An interior of unprecedented structural intrigue, and a unique story of turn-of-the-century architectural ingenuity. 

During the late 19th and early 20th centuries, Paris regarded itself as the world capital for technology and innovation. Industrialization was moving ahead at full speed, and the city experienced a massive influx of workers to fill the new factories. The 14th arrondissement, near the city’s southern periphery, felt the impact of this new immigration quite acutely, and soon planning began for a new church to accommodate these new workers and their families.

Construction on the new church began in 1896, and Father Soulange-Bodin was appointed the parish priest. As a nod to the working-class parishioners, the church was dedicated to Our Lady of Labor.

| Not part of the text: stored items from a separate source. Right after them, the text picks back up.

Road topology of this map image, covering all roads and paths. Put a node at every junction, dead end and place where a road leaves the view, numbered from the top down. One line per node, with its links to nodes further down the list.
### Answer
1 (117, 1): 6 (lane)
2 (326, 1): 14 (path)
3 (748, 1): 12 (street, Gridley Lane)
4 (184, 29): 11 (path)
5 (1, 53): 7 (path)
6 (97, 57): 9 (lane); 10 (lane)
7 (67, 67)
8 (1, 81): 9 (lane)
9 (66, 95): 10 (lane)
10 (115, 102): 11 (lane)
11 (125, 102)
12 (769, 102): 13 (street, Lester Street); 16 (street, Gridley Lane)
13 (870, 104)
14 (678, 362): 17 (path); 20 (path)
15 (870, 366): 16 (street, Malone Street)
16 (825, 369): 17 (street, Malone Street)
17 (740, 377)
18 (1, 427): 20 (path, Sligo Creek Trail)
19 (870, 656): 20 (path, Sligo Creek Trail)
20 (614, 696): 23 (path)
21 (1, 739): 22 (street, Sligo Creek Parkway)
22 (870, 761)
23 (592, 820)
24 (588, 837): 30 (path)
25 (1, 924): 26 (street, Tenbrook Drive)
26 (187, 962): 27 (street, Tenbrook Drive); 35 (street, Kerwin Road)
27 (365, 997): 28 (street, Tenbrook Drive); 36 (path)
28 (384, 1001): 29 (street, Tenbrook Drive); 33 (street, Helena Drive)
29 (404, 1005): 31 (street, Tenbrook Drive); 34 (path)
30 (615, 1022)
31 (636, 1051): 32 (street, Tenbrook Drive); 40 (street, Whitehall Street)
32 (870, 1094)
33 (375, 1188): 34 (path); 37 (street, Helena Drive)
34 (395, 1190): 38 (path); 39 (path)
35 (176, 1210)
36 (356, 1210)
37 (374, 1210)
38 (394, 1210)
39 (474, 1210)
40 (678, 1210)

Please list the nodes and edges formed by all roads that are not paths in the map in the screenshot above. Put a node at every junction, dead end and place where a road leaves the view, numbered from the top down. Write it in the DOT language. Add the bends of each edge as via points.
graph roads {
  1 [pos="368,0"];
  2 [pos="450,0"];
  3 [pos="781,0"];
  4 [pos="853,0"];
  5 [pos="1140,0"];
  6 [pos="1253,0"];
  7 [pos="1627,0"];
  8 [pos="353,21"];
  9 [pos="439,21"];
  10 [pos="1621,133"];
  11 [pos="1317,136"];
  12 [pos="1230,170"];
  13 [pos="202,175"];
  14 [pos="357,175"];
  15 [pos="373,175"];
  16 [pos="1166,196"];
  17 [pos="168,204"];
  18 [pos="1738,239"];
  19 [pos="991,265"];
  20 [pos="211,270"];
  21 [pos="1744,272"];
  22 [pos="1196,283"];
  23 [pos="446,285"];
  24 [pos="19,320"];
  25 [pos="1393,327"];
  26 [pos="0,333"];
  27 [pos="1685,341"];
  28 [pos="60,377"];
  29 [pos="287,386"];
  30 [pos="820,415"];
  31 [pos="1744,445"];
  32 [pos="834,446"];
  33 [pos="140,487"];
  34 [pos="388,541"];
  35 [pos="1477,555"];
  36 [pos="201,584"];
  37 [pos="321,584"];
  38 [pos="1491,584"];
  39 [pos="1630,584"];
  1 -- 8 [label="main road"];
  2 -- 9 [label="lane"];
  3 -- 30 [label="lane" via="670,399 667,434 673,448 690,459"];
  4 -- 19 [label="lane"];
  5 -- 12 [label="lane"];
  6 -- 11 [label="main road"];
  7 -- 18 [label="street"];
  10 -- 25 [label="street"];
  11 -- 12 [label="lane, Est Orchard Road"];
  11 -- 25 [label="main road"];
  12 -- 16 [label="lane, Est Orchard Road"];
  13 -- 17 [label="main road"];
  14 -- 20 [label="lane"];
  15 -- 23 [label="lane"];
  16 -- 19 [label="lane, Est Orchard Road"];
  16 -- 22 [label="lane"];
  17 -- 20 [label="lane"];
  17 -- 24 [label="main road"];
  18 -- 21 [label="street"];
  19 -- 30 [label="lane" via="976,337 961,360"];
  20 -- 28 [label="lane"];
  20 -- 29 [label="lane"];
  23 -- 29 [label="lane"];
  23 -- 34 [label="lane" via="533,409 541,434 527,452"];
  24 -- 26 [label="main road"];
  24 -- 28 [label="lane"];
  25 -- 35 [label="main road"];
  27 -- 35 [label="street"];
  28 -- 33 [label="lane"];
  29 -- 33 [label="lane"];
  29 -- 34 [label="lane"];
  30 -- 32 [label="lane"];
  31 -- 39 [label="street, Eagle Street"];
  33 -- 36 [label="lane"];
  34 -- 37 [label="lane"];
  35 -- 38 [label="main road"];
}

The architect of this new church, Jules Astruc, was given an unusual design challenge. It was determined that this church should endeavor to make these new factory workers “feel at home.” Workers during this phase of industrialization saw little of their real homes; excruciating work schedules ensured that they spent the majority of their waking hours in the factory. Accordingly, the church was constructed using the tectonic language of industrial architecture.

In plan and section, the church continued to adhere tightly to Catholic convention, with a nave flanked by two aisles  and capped with a Romanesque facade. It’s structure and surfaces, however, were rendered in the delicate engineered filigree of turn-of-the-century ironwork.

This was an era in which Paris was frequently flexing its colonial muscles through its numerous Expositions Universelles, and the city was producing temporary architecture at a scale and speed never before seen. These exposition palaces elevated the architectural language of the factory to the cultural sphere. Remarkably, Notre-Dame-du-Travail was not only constructed using the industrial language of these exposition palaces, it reuses the actual material of these temporary event structures. Shoehorned into the relatively petite volume of this traditional Catholic parish church, this productive misuse of the industrial kit-of-parts sparks a poignant dialog between the iconography of dogmatic convention and the iconography of modernity.